Tomorrow is opening day of the Texas legislative session in Austin. But one traditional component appears to be missing in action: legislative continuances.
By state law, Texas lawmakers who are also attorneys in cases in state courts are allowed to delay proceedings in those cases for a period of time that begins a month before a legislative session starts until a month after the session ends. As a result of reforms the Texas Legislature passed in 2003, lawmakers must disclose publicly their requested continuances in reports to the Texas Ethics Commission.
According to a Jan. 7 email from Tim Sorrells, the general counsel of the TEC, “[T]here have been no legislative continuances filed since 2011.”
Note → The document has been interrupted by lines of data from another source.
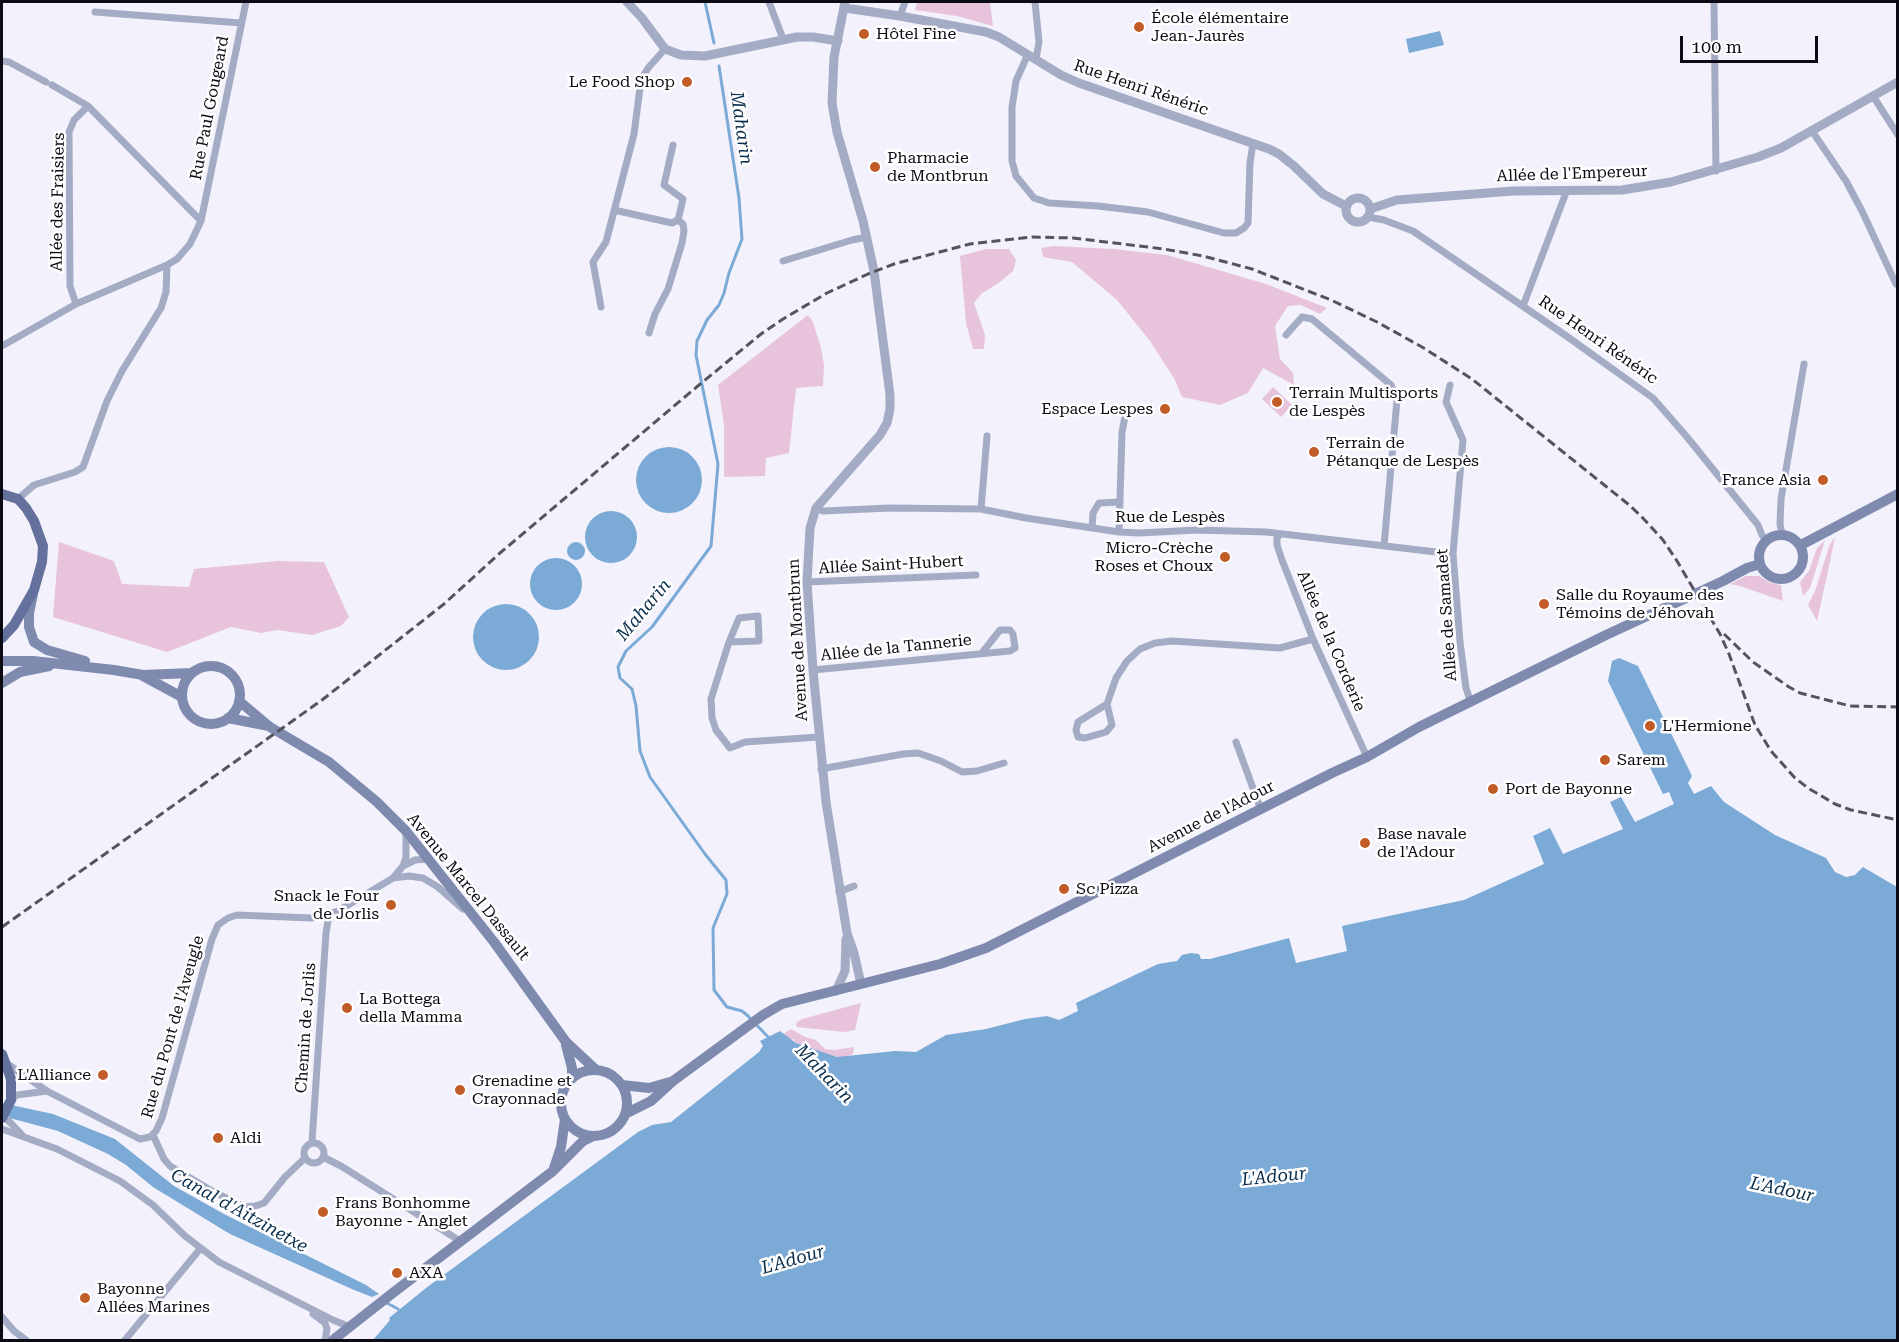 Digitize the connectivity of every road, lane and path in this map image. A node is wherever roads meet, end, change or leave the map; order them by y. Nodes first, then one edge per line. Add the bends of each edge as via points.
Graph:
1 (246, 2) edge
2 (627, 2) edge
3 (769, 2) edge
4 (905, 2) edge
5 (1035, 2) edge
6 (1714, 2) edge
7 (845, 5) edge
8 (95, 12) dead end
9 (900, 16) junction
10 (241, 23) junction
11 (783, 39) junction
12 (838, 40) junction
13 (665, 49) junction
14 (1032, 57) junction
15 (2, 60) edge
16 (1898, 82) edge
17 (1872, 96) junction
18 (88, 106) junction
19 (1812, 131) junction
20 (1898, 135) edge
21 (1253, 143) junction
22 (674, 145) dead end
23 (1716, 171) junction
24 (1567, 190) junction
25 (1346, 206) junction
26 (614, 210) junction
27 (1369, 213) junction
28 (201, 220) junction
29 (678, 220) junction
30 (867, 237) junction
31 (783, 261) dead end
32 (167, 265) junction
33 (1896, 284) dead end
34 (76, 304) junction
35 (1523, 306) junction
36 (601, 307) dead end
37 (649, 333) dead end
38 (1286, 335) dead end
39 (2, 346) edge
40 (1804, 364) dead end
41 (1450, 385) dead end
42 (1126, 412) dead end
43 (987, 436) dead end
44 (2, 494) edge
45 (1898, 494) edge
46 (18, 499) junction
47 (1120, 502) junction
48 (816, 508) junction
49 (981, 509) junction
50 (1092, 528) junction
51 (1119, 532) junction
52 (1280, 534) junction
53 (1782, 534) junction
54 (1766, 540) junction
55 (1801, 545) junction
56 (1384, 546) junction
57 (1454, 554) junction
58 (1760, 564) junction
59 (976, 575) dead end
60 (807, 582) junction
61 (34, 590) junction
62 (2, 638) edge
63 (1313, 639) junction
64 (729, 642) junction
65 (982, 654) junction
66 (2, 661) edge
67 (61, 664) junction
68 (114, 670) junction
69 (813, 670) junction
70 (192, 673) junction
71 (143, 675) junction
72 (2, 683) edge
73 (182, 697) junction
74 (239, 701) junction
75 (1471, 703) junction
76 (1107, 704) junction
77 (228, 718) junction
78 (275, 729) junction
79 (819, 737) junction
80 (1236, 742) dead end
81 (1367, 757) junction
82 (1004, 762) dead end
83 (821, 770) junction
84 (1261, 810) junction
85 (406, 831) junction
86 (429, 859) junction
87 (403, 866) junction
88 (393, 878) junction
89 (854, 886) dead end
90 (839, 892) junction
91 (329, 915) junction
92 (478, 921) junction
93 (846, 933) junction
94 (861, 984) junction
95 (836, 991) junction
96 (566, 1042) junction
97 (4, 1058) edge
98 (596, 1070) junction
99 (572, 1078) junction
100 (673, 1081) junction
101 (622, 1085) junction
102 (47, 1092) junction
103 (11, 1100) junction
104 (625, 1114) junction
105 (3, 1117) edge
106 (565, 1119) junction
107 (2, 1129) edge
108 (153, 1135) junction
109 (593, 1136) junction
110 (26, 1139) junction
111 (312, 1143) junction
112 (323, 1157) junction
113 (305, 1158) junction
114 (553, 1171) junction
115 (460, 1241) junction
116 (200, 1249) junction
117 (291, 1299) junction
118 (2, 1317) edge
119 (2, 1327) edge
120 (350, 1327) junction
121 (14, 1331) junction
122 (26, 1341) edge
123 (125, 1341) edge
124 (325, 1341) edge
125 (333, 1341) edge
126 (342, 1341) edge

1 - 10 street, Rue Paul Gougeard
2 - 13 street
3 - 11 street
4 - 9 street
5 - 14 street via 1039,42
6 - 23 street
7 - 9 street, Rue Henri Rénéric
7 - 12 street, Avenue de Montbrun
8 - 10 street
9 - 14 street, Rue Henri Rénéric via 986,32
10 - 28 street, Rue Paul Gougeard
11 - 12 street
11 - 13 street via 705,56 681,55
12 - 30 street, Avenue de Montbrun via 832,103
13 - 26 street via 641,80 634,134
14 - 21 street, Rue Henri Rénéric via 1079,83
14 - 21 street via 1016,81 1012,161 1016,176 1034,198 1049,203 1148,212 1236,233 1248,223
15 - 18 street
16 - 17 street, Allée de l'Empereur
17 - 19 street, Allée de l'Empereur
17 - 20 street
18 - 28 street
18 - 34 street, Allée des Fraisiers via 74,120 69,132 70,286
19 - 23 street, Allée de l'Empereur via 1758,158
19 - 33 street via 1846,181
21 - 25 street, Rue Henri Rénéric via 1279,154 1323,194
22 - 29 street via 664,185 683,199
23 - 24 street, Allée de l'Empereur via 1644,187
24 - 27 street, Allée de l'Empereur via 1397,200
24 - 35 street
25 - 27 street via 1359,198 1366,201
25 - 27 street via 1347,218 1354,222 1362,222
26 - 29 street via 672,223
26 - 36 street via 606,242 593,262
27 - 35 street, Rue Henri Rénéric via 1413,231
28 - 32 street, Rue Paul Gougeard via 190,244
29 - 37 street via 683,224 682,243
30 - 31 street
30 - 48 street, Avenue de Montbrun via 876,281 890,409 880,435
32 - 34 street, Rue Paul Gougeard
32 - 46 street via 161,308 122,371 83,467 34,485
34 - 39 street, Rue Paul Gougeard
35 - 54 street, Rue Henri Rénéric via 1653,398 1758,525
38 - 56 street via 1302,317 1312,319 1391,385 1397,400
40 - 53 street via 1781,499
41 - 57 street, Allée de Samadet via 1446,402 1463,440
42 - 47 street
43 - 49 street
44 - 46 main road
45 - 55 main road
46 - 61 main road via 34,521 43,546
47 - 50 street via 1099,503 1093,513
47 - 51 street
48 - 49 street, Rue de Lespès
48 - 60 street, Avenue de Montbrun via 810,528
49 - 50 street, Rue de Lespès
50 - 51 street, Rue de Lespès
51 - 52 street, Rue de Lespès
52 - 56 street, Rue de Lespès
52 - 63 street, Allée de la Corderie via 1277,545
53 - 54 main road
53 - 55 main road
54 - 58 main road via 1759,552
55 - 58 main road via 1802,565 1789,578 1772,577
56 - 57 street, Rue de Lespès
57 - 75 street, Allée de Samadet via 1460,642
58 - 75 main road, Avenue de l'Adour
59 - 60 street, Allée Saint-Hubert
60 - 69 street, Avenue de Montbrun
61 - 62 main road
61 - 68 main road via 29,627 34,642 47,650
63 - 76 street via 1280,648 1155,643 1140,649 1127,661
63 - 81 street, Allée de la Corderie
64 - 64 street via 759,640 758,616 739,618
64 - 79 street via 711,699 716,730 730,748 745,742
65 - 65 street, Allée de la Tannerie via 1000,630 1013,634 1015,648
65 - 69 street, Allée de la Tannerie
66 - 67 main road
67 - 68 main road
67 - 72 main road via 20,672
68 - 71 main road
69 - 79 street, Avenue de Montbrun
70 - 71 main road
70 - 73 main road
70 - 74 main road via 209,666 225,670 238,687
71 - 73 main road
73 - 77 main road via 186,711 200,722 216,723
74 - 77 main road
74 - 78 main road, Avenue Marcel Dassault
75 - 81 main road, Avenue de l'Adour
76 - 76 street via 1078,722 1078,737 1106,732 1112,725
77 - 78 main road, Avenue Marcel Dassault
78 - 85 main road, Avenue Marcel Dassault via 329,762
79 - 83 street, Avenue de Montbrun
80 - 84 street
81 - 84 main road, Avenue de l'Adour
82 - 83 street via 962,772 918,753
83 - 90 street, Avenue de Montbrun
84 - 94 main road, Avenue de l'Adour via 986,948
85 - 86 main road, Avenue Marcel Dassault
85 - 87 street
86 - 87 street
86 - 92 main road, Avenue Marcel Dassault
87 - 88 street, Rue du Pont de l'Aveugle
88 - 91 street, Rue du Pont de l'Aveugle
88 - 92 street via 416,877 430,882
89 - 90 street
90 - 93 street, Avenue de Montbrun
91 - 108 street, Rue du Pont de l'Aveugle via 237,915 218,925 162,1118
91 - 111 street, Chemin de Jorlis
92 - 96 main road, Avenue Marcel Dassault
93 - 94 street, Avenue de Montbrun
93 - 95 street via 845,971
94 - 95 main road, Avenue de l'Adour
95 - 100 main road, Avenue de l'Adour via 782,1004
96 - 98 main road, Avenue Marcel Dassault
96 - 99 main road, Avenue Marcel Dassault
97 - 102 street, Rue du Pont de l'Aveugle
97 - 103 main road via 11,1078
98 - 99 main road
98 - 101 main road via 611,1074
99 - 106 main road via 562,1093
100 - 101 main road, Avenue de l'Adour via 649,1088
100 - 104 main road, Avenue de l'Adour via 651,1101
101 - 104 main road via 627,1100
102 - 103 street via 17,1095
102 - 108 street, Rue du Pont de l'Aveugle via 136,1137
103 - 105 main road
104 - 109 main road via 614,1129
105 - 110 street
106 - 109 main road via 576,1131
106 - 114 main road
107 - 110 street
108 - 113 street via 170,1166 244,1207 264,1203
109 - 114 main road
110 - 116 street via 74,1157 132,1189
111 - 112 street via 321,1146
111 - 113 street via 305,1147
112 - 113 street via 314,1163
112 - 115 street
114 - 115 main road
115 - 120 main road
116 - 117 street
116 - 123 street
117 - 120 street
117 - 124 street via 325,1323
118 - 121 street
119 - 121 street
120 - 125 main road
120 - 126 main road
121 - 122 street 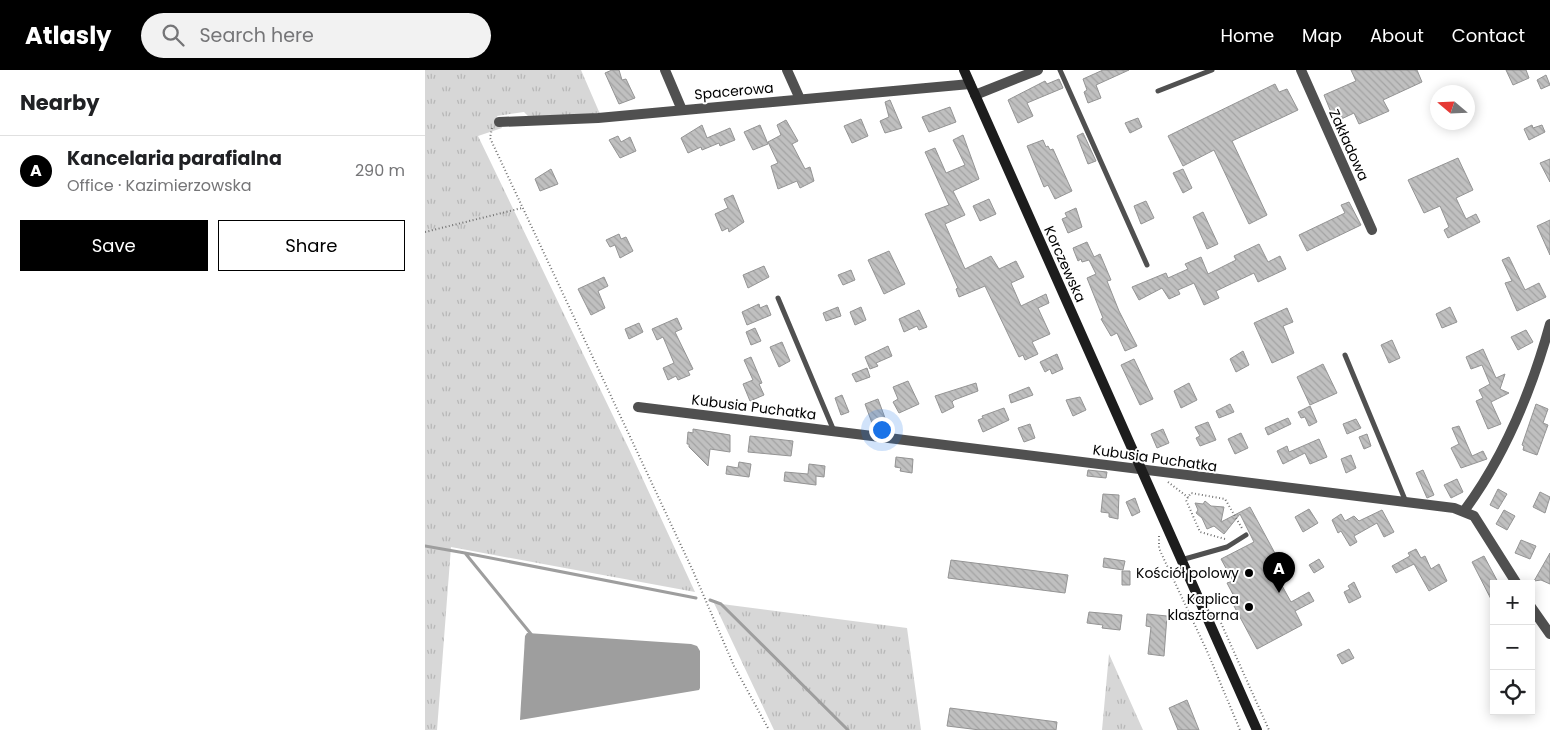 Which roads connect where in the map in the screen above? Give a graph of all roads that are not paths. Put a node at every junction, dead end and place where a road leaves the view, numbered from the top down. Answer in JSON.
{"nodes":[{"id":1,"x":665,"y":70,"type":"edge"},
{"id":2,"x":787,"y":70,"type":"edge"},
{"id":3,"x":964,"y":70,"type":"edge"},
{"id":4,"x":1038,"y":70,"type":"edge"},
{"id":5,"x":1060,"y":70,"type":"edge"},
{"id":6,"x":1212,"y":70,"type":"edge"},
{"id":7,"x":1301,"y":70,"type":"edge"},
{"id":8,"x":970,"y":84,"type":"junction"},
{"id":9,"x":1158,"y":91,"type":"dead end"},
{"id":10,"x":975,"y":95,"type":"junction"},
{"id":11,"x":800,"y":99,"type":"junction"},
{"id":12,"x":682,"y":110,"type":"junction"},
{"id":13,"x":499,"y":122,"type":"dead end"},
{"id":14,"x":1372,"y":230,"type":"dead end"},
{"id":15,"x":1147,"y":265,"type":"dead end"},
{"id":16,"x":778,"y":298,"type":"dead end"},
{"id":17,"x":1550,"y":324,"type":"edge"},
{"id":18,"x":1345,"y":355,"type":"dead end"},
{"id":19,"x":638,"y":406,"type":"dead end"},
{"id":20,"x":834,"y":431,"type":"junction"},
{"id":21,"x":1141,"y":470,"type":"junction"},
{"id":22,"x":1406,"y":502,"type":"junction"},
{"id":23,"x":1464,"y":511,"type":"junction"},
{"id":24,"x":1246,"y":536,"type":"road end"},
{"id":25,"x":1181,"y":560,"type":"junction"},
{"id":26,"x":1514,"y":580,"type":"edge"},
{"id":27,"x":1535,"y":613,"type":"edge"},
{"id":28,"x":1550,"y":634,"type":"edge"},
{"id":29,"x":1257,"y":730,"type":"edge"}],
"edges":[{"from":1,"to":12,"type":"street"},
{"from":2,"to":11,"type":"street"},
{"from":3,"to":8,"type":"street","name":"Korczewska"},
{"from":4,"to":10,"type":"street"},
{"from":5,"to":15,"type":"lane"},
{"from":6,"to":9,"type":"lane"},
{"from":7,"to":14,"type":"street","name":"Zakładowa"},
{"from":8,"to":10,"type":"street","name":"Korczewska"},
{"from":8,"to":11,"type":"street","name":"Spacerowa"},
{"from":10,"to":21,"type":"street","name":"Korczewska"},
{"from":11,"to":12,"type":"street","name":"Spacerowa"},
{"from":12,"to":13,"type":"street","name":"Spacerowa"},
{"from":16,"to":20,"type":"lane"},
{"from":17,"to":23,"type":"street"},
{"from":18,"to":22,"type":"lane"},
{"from":19,"to":20,"type":"street","name":"Kubusia Puchatka"},
{"from":20,"to":21,"type":"street","name":"Kubusia Puchatka"},
{"from":21,"to":22,"type":"street","name":"Kubusia Puchatka"},
{"from":21,"to":25,"type":"street","name":"Korczewska"},
{"from":22,"to":23,"type":"street","name":"Kubusia Puchatka"},
{"from":23,"to":26,"type":"street"},
{"from":24,"to":25,"type":"lane"},
{"from":25,"to":29,"type":"street","name":"Korczewska"},
{"from":27,"to":28,"type":"street"}]}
Historically, many lawmaker-litigators sought legislative continuances. According to the most recent report on the topic — issued in 2006 by the Austin-based nonpartisan, nonprofit watchdog group, Texans for Public Justice — between September 2003 and September 2005, 32 lawmakers sought 431 legislative continuances in Texas court cases.
Since TPJ issued that report, however, Craig McDonald, the group’s executive director, says his organization has found in unpublished studies that the number of legislative continuances has dropped. McDonald says he therefore is not surprised to learn that no lawmakers have yet reported continuance requests to the TEC for the upcoming session.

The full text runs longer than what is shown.